Korthuis wrote to Cole, “I think I know the answers to the questions below, but if you could answer them, I’ll respond to the school.”

Cole replied to Korthuis about two hours later that same day, saying, “Scott—Would you like us to send them (or you) a set of issue briefs that address these issues?”

Korthuis replied to Cole:

“I think it might have more value if I send a response to their questions. It then appears more one-to-one and less propaganda (event though that is what it is).”

korthuis-to-cole-propagandaNow, nearly a year later, Mayor Korthuis presses ahead with some school-related propaganda, this time however, not taking the propaganda to the students, but taking the students into his propaganda.  In his October 17, 2015, Herald op-ed Korthuis attempts to simplify things for voters, who he seems to feel cannot possibly understand the current voting-related propositions on the ballot:

As mayors, we often have to simplify politics for students at assemblies. So, in light of the current muddle, here’s an illustration we might offer a middle school audience. “Kids, let’s say you want to be your 7th grade classroom representative. Twelve of the 22 students in your classroom vote for you because they know you really understand what’s important to everyone in the group and what key issues are (longer breaks, vending machines with better drinks, warmer showers in the locker room). Oh, but wait. Suddenly you find out that someone changed the rules. Now, in order to become a representative you must actually win the votes of 90 kids from four other classrooms, some from elementary schools and some from schools located in different cities. How will they get to know you? How will you know what’s important to everyone from all over? Could you be a good leader and represent well? Could you get elected now? Would that work very well?”
The answer to that scenario is obvious: “No!”
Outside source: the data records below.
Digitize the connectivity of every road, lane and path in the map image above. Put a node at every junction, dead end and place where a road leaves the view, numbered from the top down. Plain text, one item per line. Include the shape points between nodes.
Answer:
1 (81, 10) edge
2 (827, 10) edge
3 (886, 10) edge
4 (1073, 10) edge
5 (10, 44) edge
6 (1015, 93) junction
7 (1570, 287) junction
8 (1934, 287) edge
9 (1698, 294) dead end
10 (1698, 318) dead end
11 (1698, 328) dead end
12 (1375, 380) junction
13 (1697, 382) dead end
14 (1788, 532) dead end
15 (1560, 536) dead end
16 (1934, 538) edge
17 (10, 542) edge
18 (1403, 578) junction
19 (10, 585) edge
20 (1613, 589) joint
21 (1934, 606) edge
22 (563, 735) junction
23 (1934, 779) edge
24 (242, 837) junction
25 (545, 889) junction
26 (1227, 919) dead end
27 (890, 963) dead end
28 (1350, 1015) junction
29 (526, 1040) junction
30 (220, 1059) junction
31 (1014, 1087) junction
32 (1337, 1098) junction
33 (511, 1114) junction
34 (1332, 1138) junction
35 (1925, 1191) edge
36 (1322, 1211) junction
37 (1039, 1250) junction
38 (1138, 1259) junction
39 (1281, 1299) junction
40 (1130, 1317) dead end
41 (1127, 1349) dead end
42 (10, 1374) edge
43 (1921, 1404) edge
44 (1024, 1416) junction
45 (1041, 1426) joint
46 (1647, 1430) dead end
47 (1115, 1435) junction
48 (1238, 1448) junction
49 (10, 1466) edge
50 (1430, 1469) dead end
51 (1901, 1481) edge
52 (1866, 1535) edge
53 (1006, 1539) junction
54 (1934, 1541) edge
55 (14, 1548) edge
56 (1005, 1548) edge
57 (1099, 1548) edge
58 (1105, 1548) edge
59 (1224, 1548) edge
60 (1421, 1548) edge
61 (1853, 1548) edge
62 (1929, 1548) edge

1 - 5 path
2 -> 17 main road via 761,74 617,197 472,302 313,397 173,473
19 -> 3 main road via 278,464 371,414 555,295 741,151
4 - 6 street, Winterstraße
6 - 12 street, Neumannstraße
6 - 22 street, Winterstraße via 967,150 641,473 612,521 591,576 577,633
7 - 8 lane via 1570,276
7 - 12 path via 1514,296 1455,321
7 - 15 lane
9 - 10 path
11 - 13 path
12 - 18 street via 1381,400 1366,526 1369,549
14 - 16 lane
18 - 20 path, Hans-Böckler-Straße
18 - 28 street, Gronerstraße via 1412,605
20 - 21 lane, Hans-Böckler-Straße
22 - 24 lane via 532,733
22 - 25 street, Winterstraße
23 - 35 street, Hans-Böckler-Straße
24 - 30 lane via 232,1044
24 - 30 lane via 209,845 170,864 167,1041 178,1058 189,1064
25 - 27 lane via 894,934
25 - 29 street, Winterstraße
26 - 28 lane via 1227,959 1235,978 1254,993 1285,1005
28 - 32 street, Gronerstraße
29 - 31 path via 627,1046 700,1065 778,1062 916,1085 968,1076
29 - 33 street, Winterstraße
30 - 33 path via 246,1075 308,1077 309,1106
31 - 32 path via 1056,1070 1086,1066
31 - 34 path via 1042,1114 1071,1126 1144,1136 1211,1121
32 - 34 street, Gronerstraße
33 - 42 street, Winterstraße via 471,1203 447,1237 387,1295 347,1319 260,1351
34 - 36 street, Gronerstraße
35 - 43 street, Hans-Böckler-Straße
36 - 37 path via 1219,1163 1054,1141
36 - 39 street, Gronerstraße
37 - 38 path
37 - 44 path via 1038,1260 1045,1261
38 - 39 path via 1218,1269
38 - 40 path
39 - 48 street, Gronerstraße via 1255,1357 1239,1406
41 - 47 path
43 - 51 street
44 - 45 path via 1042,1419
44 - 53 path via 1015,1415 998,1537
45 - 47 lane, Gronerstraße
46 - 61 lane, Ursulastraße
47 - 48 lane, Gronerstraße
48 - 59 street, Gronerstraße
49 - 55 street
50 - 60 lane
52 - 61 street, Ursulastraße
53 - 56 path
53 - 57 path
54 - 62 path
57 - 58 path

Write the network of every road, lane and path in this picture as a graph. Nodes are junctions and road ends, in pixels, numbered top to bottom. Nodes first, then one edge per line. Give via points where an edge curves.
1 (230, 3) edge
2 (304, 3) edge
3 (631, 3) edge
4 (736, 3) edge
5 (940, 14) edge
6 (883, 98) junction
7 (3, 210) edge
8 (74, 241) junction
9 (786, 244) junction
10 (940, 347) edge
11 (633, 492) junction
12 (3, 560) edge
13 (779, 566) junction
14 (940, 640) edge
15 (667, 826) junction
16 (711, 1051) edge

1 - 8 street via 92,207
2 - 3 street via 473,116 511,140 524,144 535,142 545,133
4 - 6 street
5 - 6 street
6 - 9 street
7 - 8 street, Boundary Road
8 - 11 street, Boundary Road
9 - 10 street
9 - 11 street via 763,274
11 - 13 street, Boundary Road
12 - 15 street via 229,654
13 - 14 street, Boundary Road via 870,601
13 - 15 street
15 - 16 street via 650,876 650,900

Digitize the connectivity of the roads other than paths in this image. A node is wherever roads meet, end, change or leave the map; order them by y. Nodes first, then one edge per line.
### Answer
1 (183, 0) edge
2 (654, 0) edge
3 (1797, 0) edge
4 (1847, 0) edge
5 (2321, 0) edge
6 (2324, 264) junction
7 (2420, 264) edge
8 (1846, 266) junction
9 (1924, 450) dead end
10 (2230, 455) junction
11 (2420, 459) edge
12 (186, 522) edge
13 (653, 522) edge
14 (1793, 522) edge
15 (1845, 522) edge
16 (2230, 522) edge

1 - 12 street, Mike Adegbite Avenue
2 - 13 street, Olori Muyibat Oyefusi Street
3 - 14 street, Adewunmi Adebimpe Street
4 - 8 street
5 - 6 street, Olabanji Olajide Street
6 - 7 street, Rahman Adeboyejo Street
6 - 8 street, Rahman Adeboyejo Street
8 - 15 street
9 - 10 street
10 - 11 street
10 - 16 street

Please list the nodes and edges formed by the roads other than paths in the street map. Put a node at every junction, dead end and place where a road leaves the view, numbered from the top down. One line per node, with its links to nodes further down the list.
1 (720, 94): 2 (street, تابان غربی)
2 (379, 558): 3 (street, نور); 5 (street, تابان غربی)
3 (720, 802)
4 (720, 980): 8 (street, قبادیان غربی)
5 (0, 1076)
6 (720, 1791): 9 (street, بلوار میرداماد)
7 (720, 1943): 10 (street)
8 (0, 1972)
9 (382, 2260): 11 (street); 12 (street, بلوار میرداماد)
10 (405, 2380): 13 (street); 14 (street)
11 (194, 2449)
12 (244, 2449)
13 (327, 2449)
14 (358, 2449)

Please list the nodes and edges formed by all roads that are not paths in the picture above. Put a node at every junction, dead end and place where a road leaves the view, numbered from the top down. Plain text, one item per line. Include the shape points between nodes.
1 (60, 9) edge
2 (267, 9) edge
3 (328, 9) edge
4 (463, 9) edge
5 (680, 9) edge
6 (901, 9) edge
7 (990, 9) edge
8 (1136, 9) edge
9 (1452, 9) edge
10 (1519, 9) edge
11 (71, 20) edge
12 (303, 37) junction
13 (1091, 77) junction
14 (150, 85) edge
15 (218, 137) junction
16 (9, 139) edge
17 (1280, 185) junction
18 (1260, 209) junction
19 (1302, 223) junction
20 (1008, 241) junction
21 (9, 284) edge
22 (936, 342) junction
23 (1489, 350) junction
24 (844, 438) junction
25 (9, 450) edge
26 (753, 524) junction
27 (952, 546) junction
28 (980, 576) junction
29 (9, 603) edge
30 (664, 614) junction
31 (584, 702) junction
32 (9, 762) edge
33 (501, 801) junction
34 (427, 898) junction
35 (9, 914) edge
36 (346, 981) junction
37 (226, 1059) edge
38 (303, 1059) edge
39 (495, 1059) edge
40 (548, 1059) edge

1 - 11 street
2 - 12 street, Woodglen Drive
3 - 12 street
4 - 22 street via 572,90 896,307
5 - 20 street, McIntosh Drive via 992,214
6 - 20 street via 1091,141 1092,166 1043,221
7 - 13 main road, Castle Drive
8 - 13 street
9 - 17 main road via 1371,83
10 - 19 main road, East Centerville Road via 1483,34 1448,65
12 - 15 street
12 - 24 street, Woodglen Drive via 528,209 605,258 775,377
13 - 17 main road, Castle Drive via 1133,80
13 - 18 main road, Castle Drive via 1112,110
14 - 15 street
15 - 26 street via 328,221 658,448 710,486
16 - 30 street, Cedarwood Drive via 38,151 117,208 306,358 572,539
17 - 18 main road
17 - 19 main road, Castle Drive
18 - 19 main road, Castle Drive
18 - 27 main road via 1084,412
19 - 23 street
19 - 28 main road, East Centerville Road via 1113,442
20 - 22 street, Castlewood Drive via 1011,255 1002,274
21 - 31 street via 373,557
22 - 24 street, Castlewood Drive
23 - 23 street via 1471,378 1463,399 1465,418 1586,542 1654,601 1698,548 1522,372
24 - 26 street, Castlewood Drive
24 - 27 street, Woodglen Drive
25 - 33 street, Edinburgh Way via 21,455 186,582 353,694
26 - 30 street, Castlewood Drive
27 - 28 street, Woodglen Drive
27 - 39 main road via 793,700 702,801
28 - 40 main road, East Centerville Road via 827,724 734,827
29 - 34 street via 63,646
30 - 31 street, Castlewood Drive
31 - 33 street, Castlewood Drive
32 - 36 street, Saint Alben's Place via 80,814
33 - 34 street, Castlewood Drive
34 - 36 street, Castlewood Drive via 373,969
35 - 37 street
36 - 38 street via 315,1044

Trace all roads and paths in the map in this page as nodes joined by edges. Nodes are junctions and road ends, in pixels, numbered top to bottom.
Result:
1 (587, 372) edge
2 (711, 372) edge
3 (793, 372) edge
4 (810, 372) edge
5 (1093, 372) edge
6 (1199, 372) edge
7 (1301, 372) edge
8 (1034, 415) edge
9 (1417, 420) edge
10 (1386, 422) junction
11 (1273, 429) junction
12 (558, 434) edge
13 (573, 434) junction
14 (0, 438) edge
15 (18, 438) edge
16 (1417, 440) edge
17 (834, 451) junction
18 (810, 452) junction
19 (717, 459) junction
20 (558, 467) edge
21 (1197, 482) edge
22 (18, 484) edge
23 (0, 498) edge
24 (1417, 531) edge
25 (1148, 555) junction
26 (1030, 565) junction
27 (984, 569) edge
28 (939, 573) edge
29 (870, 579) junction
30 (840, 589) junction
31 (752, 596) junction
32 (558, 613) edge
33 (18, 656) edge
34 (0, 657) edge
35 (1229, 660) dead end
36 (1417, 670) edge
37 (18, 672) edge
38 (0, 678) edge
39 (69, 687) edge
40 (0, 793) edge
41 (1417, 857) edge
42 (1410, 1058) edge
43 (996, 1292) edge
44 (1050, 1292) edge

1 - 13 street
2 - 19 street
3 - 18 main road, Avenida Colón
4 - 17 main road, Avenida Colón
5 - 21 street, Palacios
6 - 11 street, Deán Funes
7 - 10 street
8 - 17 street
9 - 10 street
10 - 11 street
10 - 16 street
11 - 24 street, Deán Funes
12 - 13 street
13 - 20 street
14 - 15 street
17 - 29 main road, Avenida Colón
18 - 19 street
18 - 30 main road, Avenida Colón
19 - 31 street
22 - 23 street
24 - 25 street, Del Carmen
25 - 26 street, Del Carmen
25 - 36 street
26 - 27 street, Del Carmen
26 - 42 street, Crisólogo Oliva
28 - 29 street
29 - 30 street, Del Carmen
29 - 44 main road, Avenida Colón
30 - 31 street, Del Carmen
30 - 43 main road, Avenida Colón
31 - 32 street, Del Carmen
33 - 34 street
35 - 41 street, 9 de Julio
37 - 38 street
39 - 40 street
Mayor Korthuis does not point out that running for classroom representative, in the way he has described, is not comparable to running for Whatcom County Council or Whatcom County Charter Review Commission.  To compare more accurately with our current voting system for these county government agencies, the school analogy would have to note that the seventh grade classroom members would, in fact, get to vote for their representative in an initial “primary” vote.  Once a class candidate was elected by their own roommates, then the whole school would get to choose between the room-nominated class candidates, who ultimately would be making decisions for everyone in the whole school.

Me, I am all for our countywide voting system.  I like getting to choose between all of the candidates nominated in the primaries for our county government.  And I like getting to see myself as part of the whole county community and not just one little slice.  Nominating by district and voting for all those nominated gives me both local and countywide power.

Along with being disturbed that such misinformation is being delivered to Bellingham Herald readers, just as a side note, is anyone besides me concerned that Mayor Korthuis may actually be spreading such political indoctrination scenarios as he mentioned in his op-ed throughout middle schools in Whatcom County?

Vote for the amendment that provides for a more representative district make up:

Accept Proposition 9.

Vote against greater restrictions being imposed on our voting options:

Reject Propositions 1, 2, and 3.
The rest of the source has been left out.